When AI Overselling Backfires
While I witness a European cybersecurity vendor saw a drop in proof-of-concept conversions after prospects flagged “AI-washing” in their messaging.
The lesson?
Idk, timing?
With CrowdStrike adding generative AI to Falcon and Microsoft baking Copilot into Defender, customers face a paradox: they want AI-powered efficiency but distrust vendors who overpromise.
The McKinsey AI 2023 report shows security teams prioritise AI tools that reduce mean time to detect (MTTD) by ≥40%, not buzzwords. Meanwhile, CISOs now benchmark AI claims against NIST’s AI Risk Management Framework before procurement.
To do;
Anchor in Existing Workflows
Example: Instead of “revolutionary AI,” frame machine learning (ML) enhancements to existing IAM (identity and access management) as “25% faster privilege escalation alerts via behaviour-based thresholds.” Cite your false-positive rate (aim for ≤5%) and how it compares to rules-based systems.
Quantify the “Before” State
Buyers need context. If your AI-powered NDR (network detection and response) tool reduces alert fatigue, state the industry baseline: “SOC teams waste 55% of time on false positives – we cut that by 60%.”
Demystify the Black Box
Technical buyers will probe your AI’s explainability. Prepare simple analogies: “Our EDR’s (endpoint detection and response) anomaly detection works like a credit card fraud alert – it flags deviations from 12+ behavioural baselines, not just signatures.”

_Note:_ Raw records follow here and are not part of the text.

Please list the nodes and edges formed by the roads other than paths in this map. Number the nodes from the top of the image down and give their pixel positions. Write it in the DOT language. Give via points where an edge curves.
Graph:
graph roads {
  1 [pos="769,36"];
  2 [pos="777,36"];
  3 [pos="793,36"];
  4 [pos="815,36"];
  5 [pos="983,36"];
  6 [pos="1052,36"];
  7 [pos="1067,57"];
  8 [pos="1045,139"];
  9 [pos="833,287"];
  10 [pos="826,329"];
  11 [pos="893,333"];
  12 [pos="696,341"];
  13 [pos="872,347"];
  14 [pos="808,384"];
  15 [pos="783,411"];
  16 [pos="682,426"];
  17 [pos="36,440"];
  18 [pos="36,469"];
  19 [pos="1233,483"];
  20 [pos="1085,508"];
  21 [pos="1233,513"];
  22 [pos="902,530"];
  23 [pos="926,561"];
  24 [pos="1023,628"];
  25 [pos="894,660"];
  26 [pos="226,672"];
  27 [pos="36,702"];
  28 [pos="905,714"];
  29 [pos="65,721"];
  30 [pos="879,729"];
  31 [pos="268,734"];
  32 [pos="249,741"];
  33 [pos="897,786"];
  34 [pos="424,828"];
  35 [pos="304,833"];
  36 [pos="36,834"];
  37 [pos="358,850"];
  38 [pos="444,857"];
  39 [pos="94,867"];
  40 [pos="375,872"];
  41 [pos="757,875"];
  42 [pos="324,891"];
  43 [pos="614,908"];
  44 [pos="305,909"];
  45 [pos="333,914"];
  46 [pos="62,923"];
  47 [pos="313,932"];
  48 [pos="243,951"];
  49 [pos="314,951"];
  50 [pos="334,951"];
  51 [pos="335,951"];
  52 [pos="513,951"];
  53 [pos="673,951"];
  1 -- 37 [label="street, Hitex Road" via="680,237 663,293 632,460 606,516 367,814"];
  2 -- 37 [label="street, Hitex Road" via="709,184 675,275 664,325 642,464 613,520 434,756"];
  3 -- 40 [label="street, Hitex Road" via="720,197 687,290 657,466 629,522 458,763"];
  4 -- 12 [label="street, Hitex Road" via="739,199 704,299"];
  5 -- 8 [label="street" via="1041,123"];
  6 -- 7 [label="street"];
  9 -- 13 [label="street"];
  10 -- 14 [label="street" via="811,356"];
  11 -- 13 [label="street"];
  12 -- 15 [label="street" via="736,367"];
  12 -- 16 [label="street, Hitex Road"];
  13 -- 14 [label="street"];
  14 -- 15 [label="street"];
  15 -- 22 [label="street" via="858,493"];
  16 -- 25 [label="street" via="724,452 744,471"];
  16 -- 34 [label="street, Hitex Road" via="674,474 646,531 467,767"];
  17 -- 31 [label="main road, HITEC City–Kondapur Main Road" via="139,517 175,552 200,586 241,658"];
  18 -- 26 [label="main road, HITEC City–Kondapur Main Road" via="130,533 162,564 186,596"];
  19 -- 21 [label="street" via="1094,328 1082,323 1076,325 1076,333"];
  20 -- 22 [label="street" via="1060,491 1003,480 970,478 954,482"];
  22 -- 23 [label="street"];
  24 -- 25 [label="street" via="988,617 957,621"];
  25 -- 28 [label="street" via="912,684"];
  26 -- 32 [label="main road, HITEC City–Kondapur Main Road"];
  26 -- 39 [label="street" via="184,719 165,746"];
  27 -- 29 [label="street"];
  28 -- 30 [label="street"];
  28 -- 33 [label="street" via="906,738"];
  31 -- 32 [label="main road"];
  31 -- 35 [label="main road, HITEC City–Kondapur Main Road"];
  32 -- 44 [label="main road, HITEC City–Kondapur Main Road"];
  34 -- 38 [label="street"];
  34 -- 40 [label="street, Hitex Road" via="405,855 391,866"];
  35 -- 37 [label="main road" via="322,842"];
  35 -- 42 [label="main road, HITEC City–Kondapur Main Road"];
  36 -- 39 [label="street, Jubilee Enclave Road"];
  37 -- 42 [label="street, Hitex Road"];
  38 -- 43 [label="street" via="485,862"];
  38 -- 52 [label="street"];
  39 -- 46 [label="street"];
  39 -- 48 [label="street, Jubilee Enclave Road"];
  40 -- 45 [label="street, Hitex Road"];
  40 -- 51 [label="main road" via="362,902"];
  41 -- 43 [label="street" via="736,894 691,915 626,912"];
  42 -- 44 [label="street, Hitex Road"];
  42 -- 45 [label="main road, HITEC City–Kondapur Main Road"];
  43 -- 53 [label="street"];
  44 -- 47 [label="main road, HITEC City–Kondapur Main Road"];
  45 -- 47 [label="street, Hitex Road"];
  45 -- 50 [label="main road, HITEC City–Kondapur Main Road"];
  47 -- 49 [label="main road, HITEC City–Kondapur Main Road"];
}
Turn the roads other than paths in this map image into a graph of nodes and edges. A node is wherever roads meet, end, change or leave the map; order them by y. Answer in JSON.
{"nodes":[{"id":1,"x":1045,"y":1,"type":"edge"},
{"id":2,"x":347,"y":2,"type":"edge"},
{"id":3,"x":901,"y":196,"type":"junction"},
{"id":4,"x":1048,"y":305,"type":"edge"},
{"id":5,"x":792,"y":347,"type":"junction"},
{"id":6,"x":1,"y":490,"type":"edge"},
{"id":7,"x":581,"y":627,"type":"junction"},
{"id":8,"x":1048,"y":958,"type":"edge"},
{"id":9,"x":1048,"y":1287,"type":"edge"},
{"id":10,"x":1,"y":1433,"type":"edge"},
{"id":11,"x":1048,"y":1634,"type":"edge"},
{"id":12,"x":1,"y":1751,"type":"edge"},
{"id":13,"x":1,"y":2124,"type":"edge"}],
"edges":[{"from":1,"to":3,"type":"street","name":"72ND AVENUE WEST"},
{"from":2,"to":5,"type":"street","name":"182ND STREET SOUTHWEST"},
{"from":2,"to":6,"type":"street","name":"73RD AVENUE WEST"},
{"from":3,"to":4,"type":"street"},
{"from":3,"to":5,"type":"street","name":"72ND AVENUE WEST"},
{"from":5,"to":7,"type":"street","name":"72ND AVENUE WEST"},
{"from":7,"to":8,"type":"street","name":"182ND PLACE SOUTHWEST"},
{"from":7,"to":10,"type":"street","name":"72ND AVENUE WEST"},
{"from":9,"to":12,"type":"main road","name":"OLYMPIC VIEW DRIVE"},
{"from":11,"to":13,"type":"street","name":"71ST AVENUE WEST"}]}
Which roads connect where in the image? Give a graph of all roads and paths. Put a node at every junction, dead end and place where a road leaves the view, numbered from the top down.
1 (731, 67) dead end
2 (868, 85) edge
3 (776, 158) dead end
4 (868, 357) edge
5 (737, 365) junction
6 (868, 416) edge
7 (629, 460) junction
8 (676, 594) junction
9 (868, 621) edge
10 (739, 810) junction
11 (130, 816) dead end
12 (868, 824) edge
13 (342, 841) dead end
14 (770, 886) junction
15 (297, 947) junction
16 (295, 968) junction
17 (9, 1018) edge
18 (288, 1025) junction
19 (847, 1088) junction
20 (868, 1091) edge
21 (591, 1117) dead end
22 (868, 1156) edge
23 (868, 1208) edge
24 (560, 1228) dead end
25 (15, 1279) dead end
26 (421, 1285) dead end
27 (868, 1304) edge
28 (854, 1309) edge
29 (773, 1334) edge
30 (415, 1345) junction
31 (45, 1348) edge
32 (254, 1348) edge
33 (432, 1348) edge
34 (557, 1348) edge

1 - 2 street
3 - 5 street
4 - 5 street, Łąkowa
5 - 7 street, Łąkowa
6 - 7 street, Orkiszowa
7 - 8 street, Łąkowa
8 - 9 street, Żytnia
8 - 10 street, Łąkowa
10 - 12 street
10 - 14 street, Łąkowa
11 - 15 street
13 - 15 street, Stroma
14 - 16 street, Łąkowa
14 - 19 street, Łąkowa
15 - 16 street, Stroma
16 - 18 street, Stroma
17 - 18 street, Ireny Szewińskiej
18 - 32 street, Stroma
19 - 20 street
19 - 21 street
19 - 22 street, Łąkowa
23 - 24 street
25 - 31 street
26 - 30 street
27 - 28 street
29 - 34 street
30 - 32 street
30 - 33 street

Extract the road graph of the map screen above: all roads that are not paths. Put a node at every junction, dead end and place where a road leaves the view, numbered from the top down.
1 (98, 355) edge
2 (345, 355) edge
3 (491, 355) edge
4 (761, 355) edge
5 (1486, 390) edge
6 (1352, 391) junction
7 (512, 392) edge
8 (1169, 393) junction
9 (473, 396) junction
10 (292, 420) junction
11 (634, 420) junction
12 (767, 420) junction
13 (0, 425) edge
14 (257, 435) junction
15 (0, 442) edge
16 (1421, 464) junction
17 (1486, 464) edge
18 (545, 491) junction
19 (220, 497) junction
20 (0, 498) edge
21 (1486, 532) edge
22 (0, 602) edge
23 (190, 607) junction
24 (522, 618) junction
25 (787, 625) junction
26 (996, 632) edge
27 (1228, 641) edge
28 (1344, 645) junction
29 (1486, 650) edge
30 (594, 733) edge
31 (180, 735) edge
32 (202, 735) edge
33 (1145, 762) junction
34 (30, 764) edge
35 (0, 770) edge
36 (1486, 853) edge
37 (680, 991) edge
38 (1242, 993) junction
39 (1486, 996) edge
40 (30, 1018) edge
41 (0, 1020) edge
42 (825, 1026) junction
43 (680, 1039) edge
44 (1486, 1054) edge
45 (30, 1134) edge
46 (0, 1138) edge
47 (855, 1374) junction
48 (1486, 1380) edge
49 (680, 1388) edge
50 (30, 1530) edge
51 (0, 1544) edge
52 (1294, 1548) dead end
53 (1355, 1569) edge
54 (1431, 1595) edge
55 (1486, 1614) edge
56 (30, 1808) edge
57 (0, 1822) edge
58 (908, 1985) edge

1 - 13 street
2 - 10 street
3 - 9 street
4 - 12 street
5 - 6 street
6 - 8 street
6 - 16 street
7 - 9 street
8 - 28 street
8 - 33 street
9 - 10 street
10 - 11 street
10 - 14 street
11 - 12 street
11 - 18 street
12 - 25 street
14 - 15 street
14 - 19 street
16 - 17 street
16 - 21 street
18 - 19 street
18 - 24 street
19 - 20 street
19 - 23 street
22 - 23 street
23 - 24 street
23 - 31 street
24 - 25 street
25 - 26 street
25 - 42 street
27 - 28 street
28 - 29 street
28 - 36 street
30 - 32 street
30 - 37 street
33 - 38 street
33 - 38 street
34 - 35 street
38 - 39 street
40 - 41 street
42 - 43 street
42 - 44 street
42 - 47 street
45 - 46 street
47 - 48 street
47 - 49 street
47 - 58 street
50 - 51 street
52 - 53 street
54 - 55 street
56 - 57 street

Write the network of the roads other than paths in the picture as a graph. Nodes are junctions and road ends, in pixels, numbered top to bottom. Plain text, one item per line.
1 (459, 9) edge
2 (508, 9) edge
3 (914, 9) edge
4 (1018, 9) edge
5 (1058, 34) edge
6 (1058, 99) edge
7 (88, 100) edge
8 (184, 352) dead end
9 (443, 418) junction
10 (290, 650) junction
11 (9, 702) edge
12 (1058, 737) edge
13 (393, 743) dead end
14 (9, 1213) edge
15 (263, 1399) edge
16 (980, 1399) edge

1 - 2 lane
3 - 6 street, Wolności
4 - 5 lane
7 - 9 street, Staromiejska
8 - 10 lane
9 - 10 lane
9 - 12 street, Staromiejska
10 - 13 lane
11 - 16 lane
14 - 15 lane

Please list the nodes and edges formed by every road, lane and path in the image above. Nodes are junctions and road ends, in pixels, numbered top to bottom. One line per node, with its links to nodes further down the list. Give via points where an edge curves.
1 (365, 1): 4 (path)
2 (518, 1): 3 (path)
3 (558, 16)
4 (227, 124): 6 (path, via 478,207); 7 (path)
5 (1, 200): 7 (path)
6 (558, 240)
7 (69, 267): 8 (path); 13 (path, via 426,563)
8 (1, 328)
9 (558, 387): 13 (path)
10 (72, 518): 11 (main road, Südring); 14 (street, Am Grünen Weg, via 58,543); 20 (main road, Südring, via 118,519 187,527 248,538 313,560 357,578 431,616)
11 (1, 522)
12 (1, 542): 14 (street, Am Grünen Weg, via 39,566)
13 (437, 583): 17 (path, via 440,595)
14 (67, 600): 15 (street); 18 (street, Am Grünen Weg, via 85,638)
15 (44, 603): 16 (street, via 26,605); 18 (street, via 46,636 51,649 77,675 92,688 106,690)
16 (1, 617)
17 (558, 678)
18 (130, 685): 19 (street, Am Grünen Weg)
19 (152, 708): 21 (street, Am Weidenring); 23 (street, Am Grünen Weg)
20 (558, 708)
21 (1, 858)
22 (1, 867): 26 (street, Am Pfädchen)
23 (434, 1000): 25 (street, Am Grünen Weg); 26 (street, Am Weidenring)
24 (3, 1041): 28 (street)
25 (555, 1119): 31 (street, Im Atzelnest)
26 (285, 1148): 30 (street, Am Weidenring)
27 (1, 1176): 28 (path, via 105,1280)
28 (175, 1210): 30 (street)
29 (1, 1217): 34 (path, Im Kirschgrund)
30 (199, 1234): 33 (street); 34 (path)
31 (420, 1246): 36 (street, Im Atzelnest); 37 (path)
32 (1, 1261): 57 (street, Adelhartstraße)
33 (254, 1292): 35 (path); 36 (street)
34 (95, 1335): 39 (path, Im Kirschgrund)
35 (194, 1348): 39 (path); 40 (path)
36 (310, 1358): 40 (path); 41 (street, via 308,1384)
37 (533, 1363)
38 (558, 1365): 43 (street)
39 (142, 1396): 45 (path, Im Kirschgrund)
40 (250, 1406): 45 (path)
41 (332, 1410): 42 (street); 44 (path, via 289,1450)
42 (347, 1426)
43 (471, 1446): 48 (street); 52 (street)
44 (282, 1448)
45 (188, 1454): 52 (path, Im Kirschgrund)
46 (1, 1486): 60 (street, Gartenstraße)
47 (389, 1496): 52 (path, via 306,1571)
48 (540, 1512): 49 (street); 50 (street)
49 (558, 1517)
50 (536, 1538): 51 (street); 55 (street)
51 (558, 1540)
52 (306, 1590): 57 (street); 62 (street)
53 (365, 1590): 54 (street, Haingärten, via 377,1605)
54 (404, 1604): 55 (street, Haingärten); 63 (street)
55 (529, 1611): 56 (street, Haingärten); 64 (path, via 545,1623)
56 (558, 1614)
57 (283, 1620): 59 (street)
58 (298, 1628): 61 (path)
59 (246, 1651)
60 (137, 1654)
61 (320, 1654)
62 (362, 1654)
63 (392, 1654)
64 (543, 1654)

Actionable Recommendations
- Benchmark against human labour: “Our generative AI drafts 80% of SOC-2 reports, saving 15 analyst hours per audit cycle”
- Show cost displacement: “Customers replace $280k/yr in manual threat hunting with our automated triage”
- Preempt regulatory concerns: Map training data to GDPR/CCPA requirements upfront
Question Worth Answering
When buyers can’t tell AI from AI-washing, the winning pitch isn’t about technology – it’s about trust. Ask yourself: would your claims pass a CISO’s “sniff test” if stripped of the word “AI”?